In this case, clojure.lang.Var$Frame and
clojure.lang.LockingTransaction objects are being held by two
ThreadLocals: Var.dvals and LockingTransaction.transaction,
respectively. These two ThreadLocals aren't properly removed when they
are no longer needed.
Var.dvals is used to store the stack frames for each call.
LockingTransaction.transaction stores the currently active transaction
for STM, and is only active within an STM call.

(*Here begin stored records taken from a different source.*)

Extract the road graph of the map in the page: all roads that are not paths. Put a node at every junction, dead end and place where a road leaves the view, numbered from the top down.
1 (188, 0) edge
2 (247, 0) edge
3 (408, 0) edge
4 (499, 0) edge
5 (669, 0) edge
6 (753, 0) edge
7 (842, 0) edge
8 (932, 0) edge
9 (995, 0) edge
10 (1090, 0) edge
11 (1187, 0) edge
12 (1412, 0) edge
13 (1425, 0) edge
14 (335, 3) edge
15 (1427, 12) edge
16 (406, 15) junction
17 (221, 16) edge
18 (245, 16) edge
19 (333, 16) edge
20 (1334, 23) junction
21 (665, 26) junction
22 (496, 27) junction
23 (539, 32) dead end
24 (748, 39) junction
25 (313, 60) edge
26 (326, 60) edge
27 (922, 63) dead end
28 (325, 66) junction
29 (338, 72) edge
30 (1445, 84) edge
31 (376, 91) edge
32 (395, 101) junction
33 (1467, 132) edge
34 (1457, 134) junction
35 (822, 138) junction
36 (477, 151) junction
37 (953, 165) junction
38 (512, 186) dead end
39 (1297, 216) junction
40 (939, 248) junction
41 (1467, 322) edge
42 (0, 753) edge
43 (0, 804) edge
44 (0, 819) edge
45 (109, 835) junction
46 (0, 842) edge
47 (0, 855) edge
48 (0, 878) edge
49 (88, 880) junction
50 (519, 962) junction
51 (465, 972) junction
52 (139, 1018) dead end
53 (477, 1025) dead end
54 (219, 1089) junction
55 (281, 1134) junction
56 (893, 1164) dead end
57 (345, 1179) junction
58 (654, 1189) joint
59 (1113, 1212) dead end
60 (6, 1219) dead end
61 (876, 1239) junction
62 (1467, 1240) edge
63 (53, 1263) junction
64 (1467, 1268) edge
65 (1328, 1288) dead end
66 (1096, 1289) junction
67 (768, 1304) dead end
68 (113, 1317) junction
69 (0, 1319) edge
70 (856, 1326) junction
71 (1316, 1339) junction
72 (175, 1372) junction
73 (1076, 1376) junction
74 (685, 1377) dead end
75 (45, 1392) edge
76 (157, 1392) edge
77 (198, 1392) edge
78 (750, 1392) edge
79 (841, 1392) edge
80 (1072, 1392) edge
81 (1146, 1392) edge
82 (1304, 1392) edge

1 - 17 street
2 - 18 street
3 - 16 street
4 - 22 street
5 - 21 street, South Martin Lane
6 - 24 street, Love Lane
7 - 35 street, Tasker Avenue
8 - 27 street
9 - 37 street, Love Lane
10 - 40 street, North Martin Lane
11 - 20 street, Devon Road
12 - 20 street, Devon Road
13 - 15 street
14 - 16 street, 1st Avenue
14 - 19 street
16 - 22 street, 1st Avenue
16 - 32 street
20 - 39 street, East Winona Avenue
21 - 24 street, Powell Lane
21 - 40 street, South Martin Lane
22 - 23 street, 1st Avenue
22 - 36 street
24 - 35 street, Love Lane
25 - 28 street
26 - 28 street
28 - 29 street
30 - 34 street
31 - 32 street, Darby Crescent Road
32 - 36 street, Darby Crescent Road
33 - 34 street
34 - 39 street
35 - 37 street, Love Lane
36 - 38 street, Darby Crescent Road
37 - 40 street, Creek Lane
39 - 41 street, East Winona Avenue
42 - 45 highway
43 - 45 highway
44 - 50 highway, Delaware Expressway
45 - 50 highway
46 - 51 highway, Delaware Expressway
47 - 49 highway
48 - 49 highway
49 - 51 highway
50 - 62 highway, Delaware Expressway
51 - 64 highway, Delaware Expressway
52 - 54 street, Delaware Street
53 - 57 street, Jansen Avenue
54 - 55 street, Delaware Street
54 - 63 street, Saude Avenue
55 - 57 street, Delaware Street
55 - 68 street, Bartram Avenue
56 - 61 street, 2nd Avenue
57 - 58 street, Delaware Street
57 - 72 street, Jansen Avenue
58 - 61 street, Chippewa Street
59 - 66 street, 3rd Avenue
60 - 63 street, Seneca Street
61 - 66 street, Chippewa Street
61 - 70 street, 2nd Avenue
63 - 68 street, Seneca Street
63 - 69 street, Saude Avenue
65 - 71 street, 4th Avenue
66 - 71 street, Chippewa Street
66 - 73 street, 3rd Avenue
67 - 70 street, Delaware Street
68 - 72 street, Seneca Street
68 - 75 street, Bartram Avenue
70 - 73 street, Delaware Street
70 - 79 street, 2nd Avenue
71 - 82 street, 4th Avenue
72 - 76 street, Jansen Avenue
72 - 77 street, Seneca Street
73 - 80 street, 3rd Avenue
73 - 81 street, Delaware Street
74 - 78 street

# Why is this only seen in containers?
Servlet containers manage their own thread pools, and use these thread
pools across all applications within the container, with a lifecycle
that is bound to the JVM process, not to any of the applications. So
when an application is removed from (or redeployed to) the container,
any ThreadLocals it may have set on any of those threads will cause
the full classloader tree from the prior deployment to be retained.
When used outside of a shared container environment (i.e. only one
clojure runtime per JVM, which is intended to go away when the
JVM exits), the JVM doesn't continue to run after the runtime is
removed, so there is no opportunity for the memory leak.
# A patch for all seasons
I have a patch that appears in my testing to correctly remove the
dvals and transaction ThreadLocals when they are no longer needed (see
below). I've tested it in both Jetty and Immutant, and confirmed that
it eliminates the memory leakage. For context, you can see the code
with the patches applied at:
https://github.com/tobias/clojure/blob/threadlocal-removal/src/jvm/clojure/lang/Var.java#L361
https://github.com/tobias/clojure/blob/threadlocal-removal/src/jvm/clojure/lang/LockingTransaction.java#L223
diff --git a/src/jvm/clojure/lang/LockingTransaction.java b/src/jvm/clojure/lang/LockingTransaction.java
index 44d2de6..48aea1f 100644
--- a/src/jvm/clojure/lang/LockingTransaction.java
+++ b/src/jvm/clojure/lang/LockingTransaction.java
@@ -222,13 +222,21 @@ static LockingTransaction getRunning(){
static public Object runInTransaction(Callable fn) throws Exception{
LockingTransaction t = transaction.get();
- if(t == null)
+ boolean outer = false;
+ if(t == null) {
transaction.set(t = new LockingTransaction());
-
- if(
t.info != null)
- return fn.call();
-
- return t.run(fn);
+ outer = true;
+ }
+
+ if(
t.info != null)
+ return fn.call();
+
+ try {
+ return t.run(fn);
+ } finally {
+ if (outer)
+ transaction.remove();
+ }
}
static class Notify{
diff --git a/src/jvm/clojure/lang/Var.java b/src/jvm/clojure/lang/Var.java
index 1630889..96f68cd 100644
--- a/src/jvm/clojure/lang/Var.java
+++ b/src/jvm/clojure/lang/Var.java
@@ -362,7 +362,13 @@ public static void popThreadBindings(){
Frame f = dvals.get();
if(f.prev == null)
throw new IllegalStateException("Pop without matching push");
- dvals.set(f.prev);
+ f = f.prev;
+ if (f.prev == null) {
+ dvals.remove();
+ } else {
+ dvals.set(f);
+ }
+
}
public static Associative getThreadBindings(){
# Performance implications
Since the Var change adds logic to *every* function call, I'm
concerned that there may be performance implications. The patch
introduces an additional null check to every call, and a
ThreadLocal#remove() call when the call stack is empty (which occurs
on exit from any code called on another thread (agents, etc), or when
returning control to a caller that is outside of the clojure runtime).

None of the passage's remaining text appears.